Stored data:

-- Opening Marker --

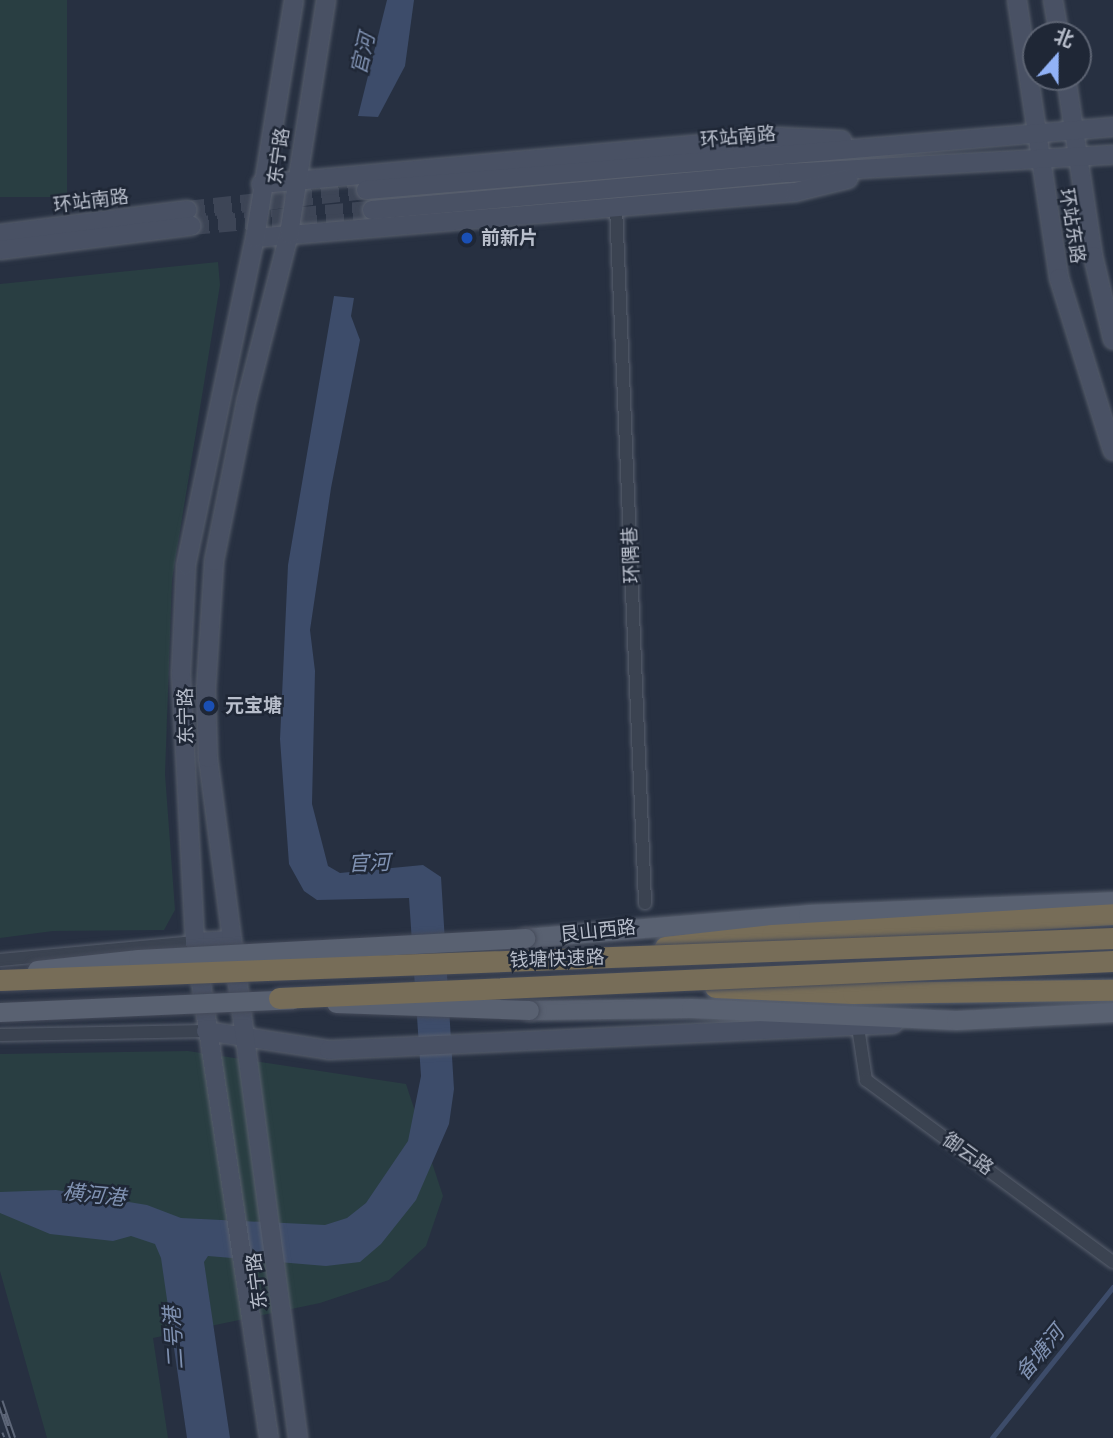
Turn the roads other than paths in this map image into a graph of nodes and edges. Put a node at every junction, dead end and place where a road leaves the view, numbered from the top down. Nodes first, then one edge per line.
1 (294, 0) edge
2 (326, 0) edge
3 (1017, 0) edge
4 (1053, 0) edge
5 (1057, 21) edge
6 (1068, 91) edge
7 (1113, 127) edge
8 (1075, 128) junction
9 (1038, 133) junction
10 (916, 143) junction
11 (1113, 155) edge
12 (1079, 158) junction
13 (1041, 162) junction
14 (883, 171) junction
15 (295, 183) junction
16 (261, 184) junction
17 (366, 190) tunnel mouth
18 (616, 207) junction
19 (372, 210) tunnel mouth
20 (0, 234) edge
21 (289, 234) junction
22 (255, 238) junction
23 (0, 250) edge
24 (1113, 340) edge
25 (1113, 451) edge
26 (1113, 901) edge
27 (645, 903) dead end
28 (1113, 914) edge
29 (1113, 938) edge
30 (232, 940) junction
31 (195, 942) junction
32 (0, 960) edge
33 (551, 960) junction
34 (1113, 961) edge
35 (0, 974) edge
36 (0, 980) edge
37 (653, 984) junction
38 (1113, 989) edge
39 (279, 998) junction
40 (0, 1012) edge
41 (1113, 1012) edge
42 (956, 1020) junction
43 (858, 1027) junction
44 (206, 1031) junction
45 (0, 1035) edge
46 (245, 1039) junction
47 (1113, 1262) edge
48 (269, 1438) edge
49 (298, 1438) edge

1 - 16 main road, 东宁路
2 - 15 main road, 东宁路
3 - 9 main road, 环站东路
4 - 5 main road
6 - 8 main road, 环站东路
7 - 8 main road, 环站南路
8 - 9 main road, 环站南路
8 - 12 main road, 环站东路
9 - 10 main road, 环站南路
9 - 13 main road, 环站东路
10 - 15 main road
10 - 17 main road, 环站南路
11 - 12 main road, 环站南路
12 - 13 main road, 环站南路
12 - 24 main road, 环站东路
13 - 14 main road, 环站南路
13 - 25 main road, 环站东路
14 - 18 main road
14 - 19 main road, 环站南路
15 - 16 main road
15 - 21 main road, 东宁路
16 - 22 main road, 东宁路
18 - 21 main road
18 - 27 street, 环隅巷
20 - 23 main road, 环站南路
21 - 22 main road
21 - 30 main road, 东宁路
22 - 31 main road, 东宁路
26 - 35 main road, 艮山西路, bridge
28 - 33 highway, bridge
29 - 33 highway, 钱塘快速路, bridge
30 - 31 main road
30 - 46 main road, 东宁路
31 - 32 street
31 - 44 main road, 东宁路
33 - 36 highway, 钱塘快速路, bridge
34 - 37 highway, 钱塘快速路, bridge
37 - 38 highway, bridge
37 - 39 highway, 钱塘快速路, bridge
39 - 40 main road, bridge
39 - 42 main road, bridge
41 - 42 main road
42 - 43 main road
43 - 46 main road
43 - 47 street, 御云路
44 - 45 street
44 - 46 main road
44 - 48 main road, 东宁路
46 - 49 main road, 东宁路

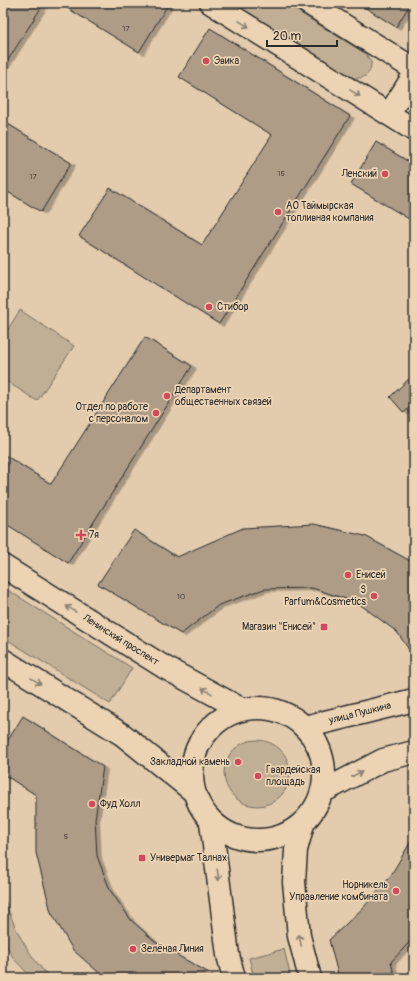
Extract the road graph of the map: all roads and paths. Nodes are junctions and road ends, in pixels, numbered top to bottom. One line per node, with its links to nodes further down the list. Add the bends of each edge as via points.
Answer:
1 (211, 3): 5 (main road, one-way to 5)
2 (308, 3): 3 (main road)
3 (414, 69)
4 (414, 74): 5 (street)
5 (389, 114): 6 (main road)
6 (414, 130)
7 (3, 566): 10 (main road, Ленинский проспект, one-way to 7, via 164,667)
8 (3, 660): 13 (main road, one-way to 13, via 123,735)
9 (414, 700): 11 (main road, улица Пушкина)
10 (241, 710): 11 (main road, via 258,707 274,709 290,715); 13 (main road, via 218,721 201,739 192,764)
11 (305, 727): 14 (main road, via 316,741 323,757 325,775)
12 (414, 752): 14 (main road, one-way to 12, via 383,760)
13 (193, 791): 15 (main road, via 198,804)
14 (322, 792): 16 (main road, via 315,809)
15 (211, 822): 16 (main road, via 232,836 256,841 281,837); 17 (main road, one-way to 17, via 228,955)
16 (303, 824): 18 (main road, one-way to 16, via 299,936 294,882 296,850)
17 (234, 978)
18 (310, 978)

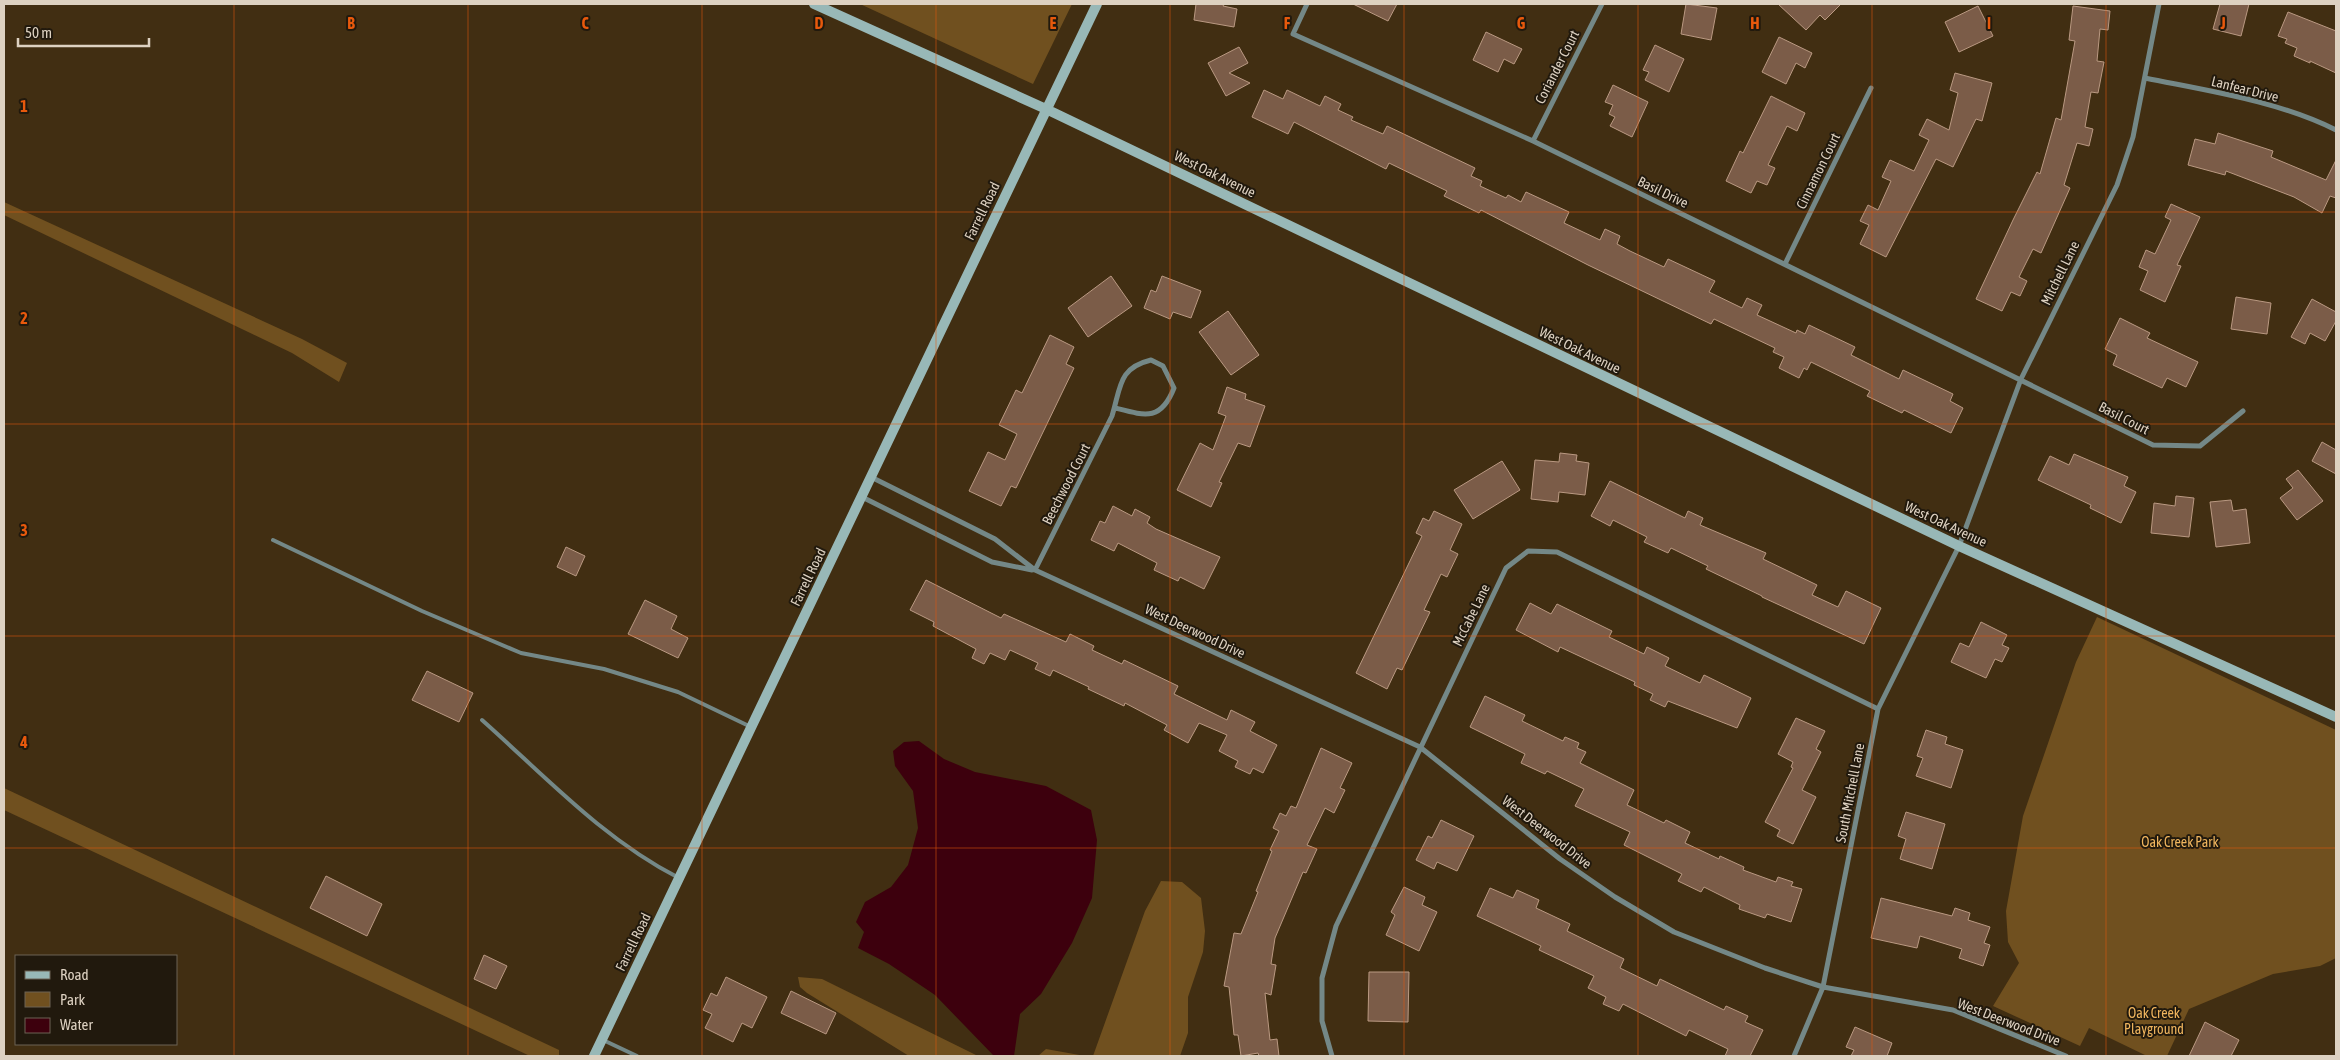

-- Closing Marker --

WHAT THE TASK REQUIRES:
Would you give the data above again word for word, skipping any images?

EXERCISE RESULT:
Turn the roads other than paths in this map image into a graph of nodes and edges. Put a node at every junction, dead end and place where a road leaves the view, numbered from the top down. Nodes first, then one edge per line.
1 (294, 0) edge
2 (326, 0) edge
3 (1017, 0) edge
4 (1053, 0) edge
5 (1057, 21) edge
6 (1068, 91) edge
7 (1113, 127) edge
8 (1075, 128) junction
9 (1038, 133) junction
10 (916, 143) junction
11 (1113, 155) edge
12 (1079, 158) junction
13 (1041, 162) junction
14 (883, 171) junction
15 (295, 183) junction
16 (261, 184) junction
17 (366, 190) tunnel mouth
18 (616, 207) junction
19 (372, 210) tunnel mouth
20 (0, 234) edge
21 (289, 234) junction
22 (255, 238) junction
23 (0, 250) edge
24 (1113, 340) edge
25 (1113, 451) edge
26 (1113, 901) edge
27 (645, 903) dead end
28 (1113, 914) edge
29 (1113, 938) edge
30 (232, 940) junction
31 (195, 942) junction
32 (0, 960) edge
33 (551, 960) junction
34 (1113, 961) edge
35 (0, 974) edge
36 (0, 980) edge
37 (653, 984) junction
38 (1113, 989) edge
39 (279, 998) junction
40 (0, 1012) edge
41 (1113, 1012) edge
42 (956, 1020) junction
43 (858, 1027) junction
44 (206, 1031) junction
45 (0, 1035) edge
46 (245, 1039) junction
47 (1113, 1262) edge
48 (269, 1438) edge
49 (298, 1438) edge

1 - 16 main road, 东宁路
2 - 15 main road, 东宁路
3 - 9 main road, 环站东路
4 - 5 main road
6 - 8 main road, 环站东路
7 - 8 main road, 环站南路
8 - 9 main road, 环站南路
8 - 12 main road, 环站东路
9 - 10 main road, 环站南路
9 - 13 main road, 环站东路
10 - 15 main road
10 - 17 main road, 环站南路
11 - 12 main road, 环站南路
12 - 13 main road, 环站南路
12 - 24 main road, 环站东路
13 - 14 main road, 环站南路
13 - 25 main road, 环站东路
14 - 18 main road
14 - 19 main road, 环站南路
15 - 16 main road
15 - 21 main road, 东宁路
16 - 22 main road, 东宁路
18 - 21 main road
18 - 27 street, 环隅巷
20 - 23 main road, 环站南路
21 - 22 main road
21 - 30 main road, 东宁路
22 - 31 main road, 东宁路
26 - 35 main road, 艮山西路, bridge
28 - 33 highway, bridge
29 - 33 highway, 钱塘快速路, bridge
30 - 31 main road
30 - 46 main road, 东宁路
31 - 32 street
31 - 44 main road, 东宁路
33 - 36 highway, 钱塘快速路, bridge
34 - 37 highway, 钱塘快速路, bridge
37 - 38 highway, bridge
37 - 39 highway, 钱塘快速路, bridge
39 - 40 main road, bridge
39 - 42 main road, bridge
41 - 42 main road
42 - 43 main road
43 - 46 main road
43 - 47 street, 御云路
44 - 45 street
44 - 46 main road
44 - 48 main road, 东宁路
46 - 49 main road, 东宁路

Extract the road graph of the map: all roads and paths. Nodes are junctions and road ends, in pixels, numbered top to bottom. One line per node, with its links to nodes further down the list. Add the bends of each edge as via points.
Answer:
1 (211, 3): 5 (main road, one-way to 5)
2 (308, 3): 3 (main road)
3 (414, 69)
4 (414, 74): 5 (street)
5 (389, 114): 6 (main road)
6 (414, 130)
7 (3, 566): 10 (main road, Ленинский проспект, one-way to 7, via 164,667)
8 (3, 660): 13 (main road, one-way to 13, via 123,735)
9 (414, 700): 11 (main road, улица Пушкина)
10 (241, 710): 11 (main road, via 258,707 274,709 290,715); 13 (main road, via 218,721 201,739 192,764)
11 (305, 727): 14 (main road, via 316,741 323,757 325,775)
12 (414, 752): 14 (main road, one-way to 12, via 383,760)
13 (193, 791): 15 (main road, via 198,804)
14 (322, 792): 16 (main road, via 315,809)
15 (211, 822): 16 (main road, via 232,836 256,841 281,837); 17 (main road, one-way to 17, via 228,955)
16 (303, 824): 18 (main road, one-way to 16, via 299,936 294,882 296,850)
17 (234, 978)
18 (310, 978)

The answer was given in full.